Kastrupgård is a former manor house in Kastrup, a suburb of Copenhagen, Denmark. Dating from the mid 18th century, it is now a museum housing the Kastrupgård Collection (Kastrupgårdsamlingen) of modern art, which is owned and operated by Tårnby Municipality.

==History and architecture==
Kastrupgård was designed in rococo style by sculptor and architect Jacob Fortling (1711–1761) for his own use. It was built between 1749 and 1753. Fortling came to Denmark from Germany and became royal master builder and sculptor to the Danish royal court. He also founded the nearby Kastrup Pottery and Tile Works (Kastrup Værk).

==Collections==
Tårnby municipality decided in 1968 to convert Kastrupgård into a museum and establish an art collection.

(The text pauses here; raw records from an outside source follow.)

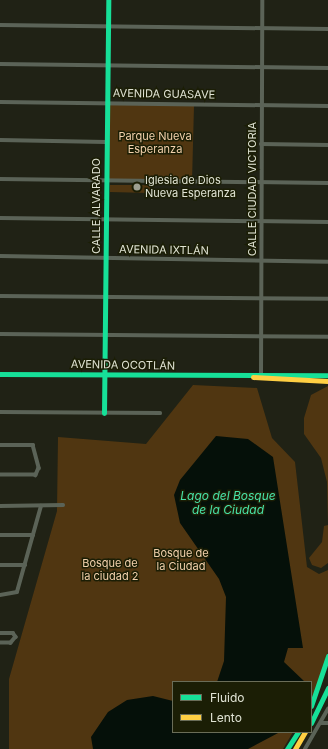 <!DOCTYPE html>
<html>
<head>
<meta charset="utf-8">
<style>
	body { margin:0 }
	#map { position:relative; width:328px; height:749px; overflow:hidden; background:#202215; font-family:Inter,sans-serif }
	div>[style] { position:absolute }
	.green>* { inset:0; background:#503611 }
	.water>* { inset:0; background:#051009 }
	.street>* { height:3.5px; margin:-1.75px; padding:0 1.75px; transform-origin:1.75px; border-radius:1.75px; background:#5b6357 }
	.fast>* { height:5px; margin:-2.5px; padding:0 2.5px; transform-origin:2.5px; border-radius:2.5px; background:#16e098 }
	.slow>* { height:5px; margin:-2.5px; padding:0 2.5px; transform-origin:2.5px; border-radius:2.5px; background:#ffcf43 }
	.dots>* { width:11px; height:11px; translate:-50% -50%; box-sizing:border-box; border:2px solid #1b1e05; border-radius:50% }
	span { translate:-50% -50%; white-space:nowrap; text-align:center; line-height:1.15; -webkit-text-stroke:3px #1b1e05; paint-order:stroke }
	.street-label { font-size:11px; color:#e0e3d4 }
	.park-label { font-size:11px; color:#f3d1ac }
	.poi-label { font-size:11px; color:#e0e3d4 }
	.left { translate:0 -50%; text-align:left }
	.water-label { font-size:12px; color:#48e3a9; font-style:italic }
	.legend { position:absolute; left:172px; top:681px; width:140px; height:52px; box-sizing:border-box; background:#1b1e05; border:1px solid #6a6d58; margin:0; padding:5px 7px; list-style:none; font-size:12px; color:#e0e3d4 }
	.legend li { display:flex; align-items:center; gap:8px; height:20px }
	.legend b { width:20px; border:1px solid #6a6d58 }
</style>
</head>
<body>
<div id="map">
	<div class="green">
		<div style="clip-path:polygon(107px 103px,194px 105px,192px 182px,106px 181px)"></div>
		<div style="clip-path:polygon(110px 185px,150px 185px,150px 193px,110px 192px)"></div>
		<div style="clip-path:polygon(193px 385px,257px 388px,272px 438px,295px 462px,307px 567px,319px 574px,328px 570px,328px 652px,319px 688px,311px 701px,311px 682px,173px 682px,173px 732px,293px 732px,283px 749px,9px 749px,9px 679px,57px 511px,58px 437px,146px 444px)"></div>
		<div style="clip-path:polygon(328px 386px,328px 563px,321px 568px,312px 565px,309px 558px,322px 542px,324px 526px,328px 525px,327px 482px,321px 458px,304px 434px,304px 418px,311px 395px)"></div>
	</div>
	<div class="water">
		<div style="clip-path:polygon(216px 436px,248px 439px,273px 457px,303px 648px,288px 648px,284px 662px,305px 682px,217px 682px,224px 661px,226px 597px,219px 579px,180px 523px,174px 495px,180px 480px)"></div>
		<div style="clip-path:polygon(153px 696px,173px 701px,173px 732px,280px 732px,248px 749px,93px 749px,91px 737px,108px 712px,127px 700px)"></div>
	</div>
	<div class="street">
		<div style="left:0;top:25px;width:328px;rotate:0.7deg"></div>
		<div style="left:0;top:64px;width:328px;rotate:0.7deg"></div>
		<div style="left:0;top:102px;width:328px;rotate:0.7deg"></div>
		<div style="left:0;top:140px;width:106px;rotate:1.1deg"></div>
		<div style="left:261px;top:144px;width:67px;rotate:0.9deg"></div>
		<div style="left:0;top:179px;width:328px;rotate:0.7deg"></div>
		<div style="left:0;top:218px;width:328px;rotate:0.7deg"></div>
		<div style="left:0;top:256px;width:328px;rotate:1deg"></div>
		<div style="left:0;top:296px;width:328px;rotate:0.5deg"></div>
		<div style="left:0;top:334px;width:328px;rotate:0.5deg"></div>
		<div style="left:261px;top:377px;width:377px;rotate:-89.8deg"></div>
		<div style="left:0;top:412px;width:160px;rotate:0.4deg"></div>
		<div style="left:0;top:445px;width:33px"></div>
		<div style="left:33px;top:445px;width:24px;rotate:75deg"></div>
		<div style="left:39px;top:468px;width:8px;rotate:113deg"></div>
		<div style="left:36px;top:475px;width:36px;rotate:180deg"></div>
		<div style="left:0;top:506px;width:63px;rotate:-0.9deg"></div>
		<div style="left:0;top:535px;width:33px"></div>
		<div style="left:0;top:565px;width:25px"></div>
		<div style="left:0;top:595px;width:17px;rotate:-10deg"></div>
		<div style="left:17px;top:592px;width:89px;rotate:-74.4deg"></div>
		<div style="left:0;top:633px;width:13px"></div>
		<div style="left:13px;top:633px;width:5px;rotate:53deg"></div>
		<div style="left:16px;top:637px;width:8px;rotate:130deg"></div>
		<div style="left:11px;top:643px;width:11px;rotate:180deg"></div>
		<div style="left:321px;top:723px;width:7px"></div>
		<div style="left:305px;top:749px;width:46px;rotate:-60.1deg"></div>
	</div>
	<div class="fast">
		<div style="left:0;top:374px;width:328px;rotate:0.2deg"></div>
		<div style="left:104px;top:413px;width:413px;rotate:-89.4deg"></div>
		<div style="left:311px;top:706px;width:53px;rotate:-71.2deg"></div>
		<div style="left:311px;top:723px;width:39px;rotate:-64deg"></div>
		<div style="left:287px;top:749px;width:20px;rotate:-57deg"></div>
	</div>
	<div class="slow">
		<div style="left:253px;top:377px;width:75px;rotate:3.1deg"></div>
		<div style="left:295px;top:749px;width:20px;rotate:-60deg"></div>
	</div>
	<div class="dots">
		<div style="left:137px;top:187px;background:#9d9f91"></div>
	</div>
	<div class="street-label">
		<span style="left:164px;top:94px;rotate:1deg">AVENIDA GUASAVE</span>
		<span style="left:252px;top:189px;rotate:-90deg">CALLE CIUDAD VICTORIA</span>
		<span style="left:96px;top:206px;rotate:-90deg">CALLE ALVARADO</span>
		<span style="left:164px;top:250px;rotate:1deg">AVENIDA IXTLÁN</span>
		<span style="left:123px;top:365px;rotate:1deg">AVENIDA OCOTLÁN</span>
	</div>
	<div class="park-label">
		<span style="left:155px;top:143px">Parque Nueva<br>Esperanza</span>
		<span style="left:181px;top:560px">Bosque de<br>la Ciudad</span>
		<span style="left:110px;top:570px">Bosque de<br>la ciudad 2</span>
	</div>
	<div class="poi-label">
		<span class="left" style="left:145px;top:187px">Iglesia de Dios<br>Nueva Esperanza</span>
	</div>
	<div class="water-label">
		<span style="left:228px;top:503px">Lago del Bosque<br>de la Ciudad</span>
	</div>
	<ul class="legend">
	<li><b style="height:5px;background:#16e098"></b>Fluido</li>
	<li><b style="height:5px;background:#ffcf43"></b>Lento</li>
	</ul>
</div>
</body>
</html>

After the restoration of Kastrupgård, the collection opened as a museum in 1977. In 1983, the south side wing was moved into a new exhibition hall and in 1988 two halls in the main building were arranged for exhibitions and a café. In 2013, the municipality of Tårnby was in charge of extensive refurbishment and redevelopment, so that there is now a museum in all the four wings of the site. Support was provided by Realdania, a private association in Denmark which supports projects in architecture and planning.

The museum contains a collection of modern art which has been acquired gradually by Tårnby Municipality since 1970. The emphasis is on graphic arts. It is also home to a collection of works by painter Theodor Philipsen (1840–1920) and of faiences from Kastrup Værk.